First Night out in the New Boat- Force 70 help….

  • casey-barton
    Posts: 12
    #1283434

    Last Sunday night at 4 PM I decided to leave for MN from Southern Indiana to get a Walleye Boat. The boat has a Force 70 two stroke.

    Looking for some ideas other than Stabill, Seafoam and new plugs. If you think that’s all I need feel free to let me know. Those arrrre the easiest. haha

    OK so I launched it and it took awhile to get warm. Then once warm it wouldnt start in straight neutral with out the throttle turned up(pushed forward)a bit. Go from forward to reverse and it would die. pulling up to the dock to park to load it dies and about hit some big rock. that was after running the boat and trolling for a couple hours. If i trolled at 3.0 it would stay running. Back it down and it would pure like a kitty cat at 1.7 for 10 seconds and then spit once then puke and shut down. so I’m having low end fuel problem i believe.
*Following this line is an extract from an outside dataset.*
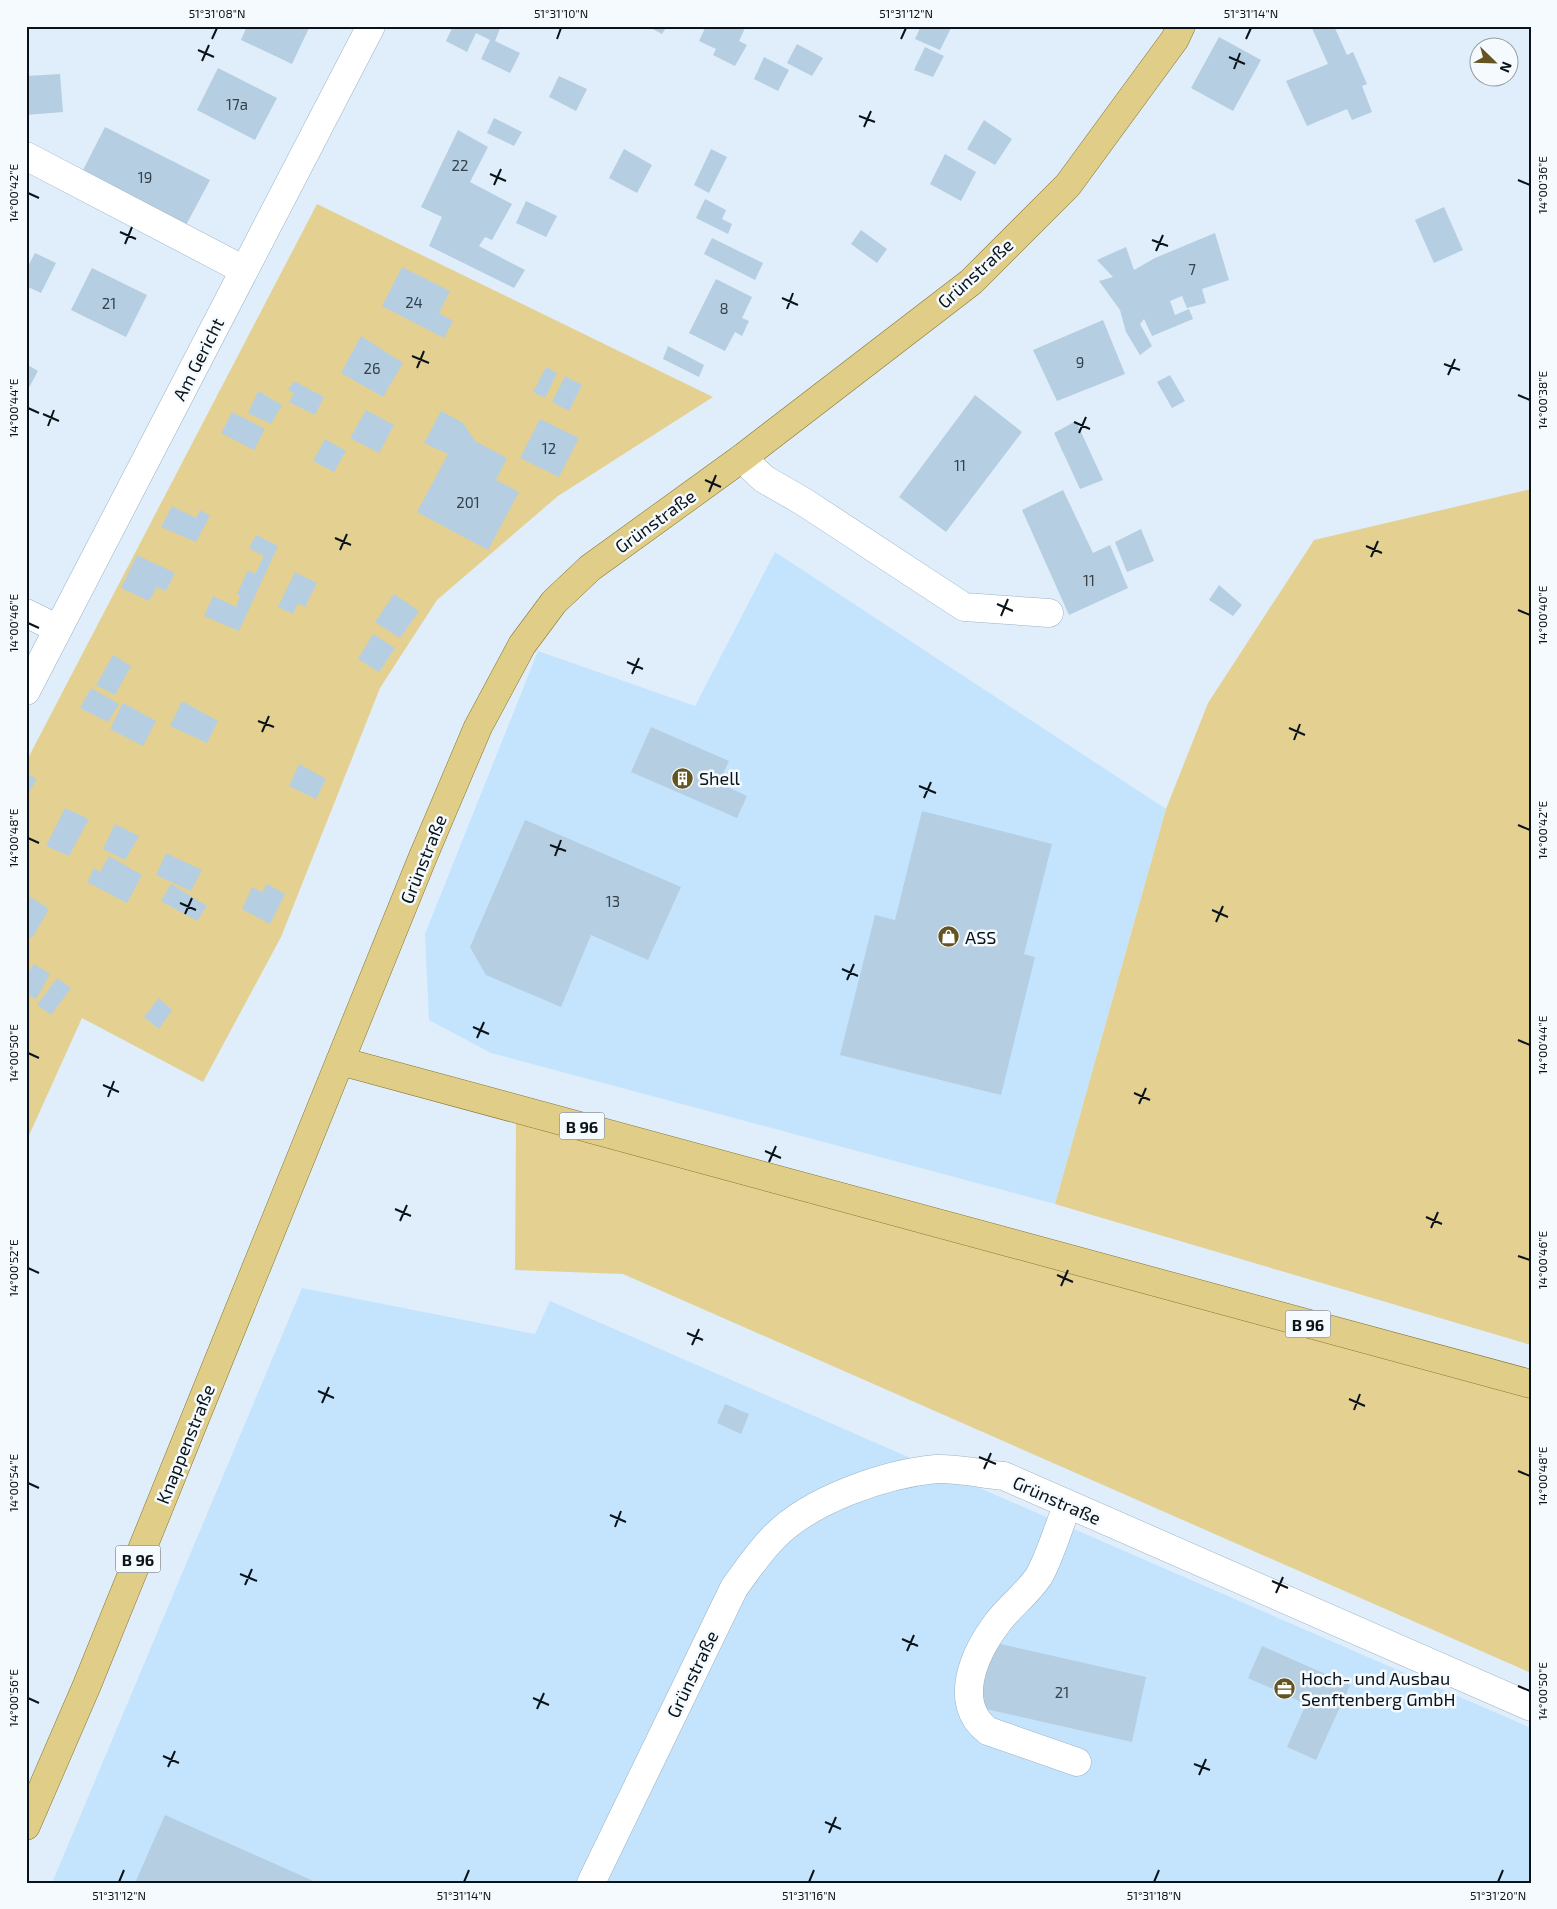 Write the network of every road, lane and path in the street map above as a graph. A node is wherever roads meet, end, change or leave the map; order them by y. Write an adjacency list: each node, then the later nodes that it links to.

    Hoping to learn something, and not take it to a shop.

    THANKS!!

    Any adjustments I might look at?/ such as cable adjustments on the motor or in the throttle control. Any ideas at all.

    Also the guy ran a Aluminum like prop/. Seeems like at trolling speeds that thing is horrible. About to throw the stock one back on it.

    little-t
    Plymouth WI
    Posts: 314
    #1192175

    To be honest–I would trade in the Force for either a Merc or an E-Max. Just my opinion. BTW- I’ve been told by reliable sources that Yamahas are also good.

    Brian Klawitter
    Keymaster
    Minnesota/Wisconsin Mississippi River
    Posts: 59992
    #1192176

    How old is the gas?

    If you don’t know that might be your first choice. I would be leery about using stabile or any other additive without knowing if the previous owner treated the fuel already.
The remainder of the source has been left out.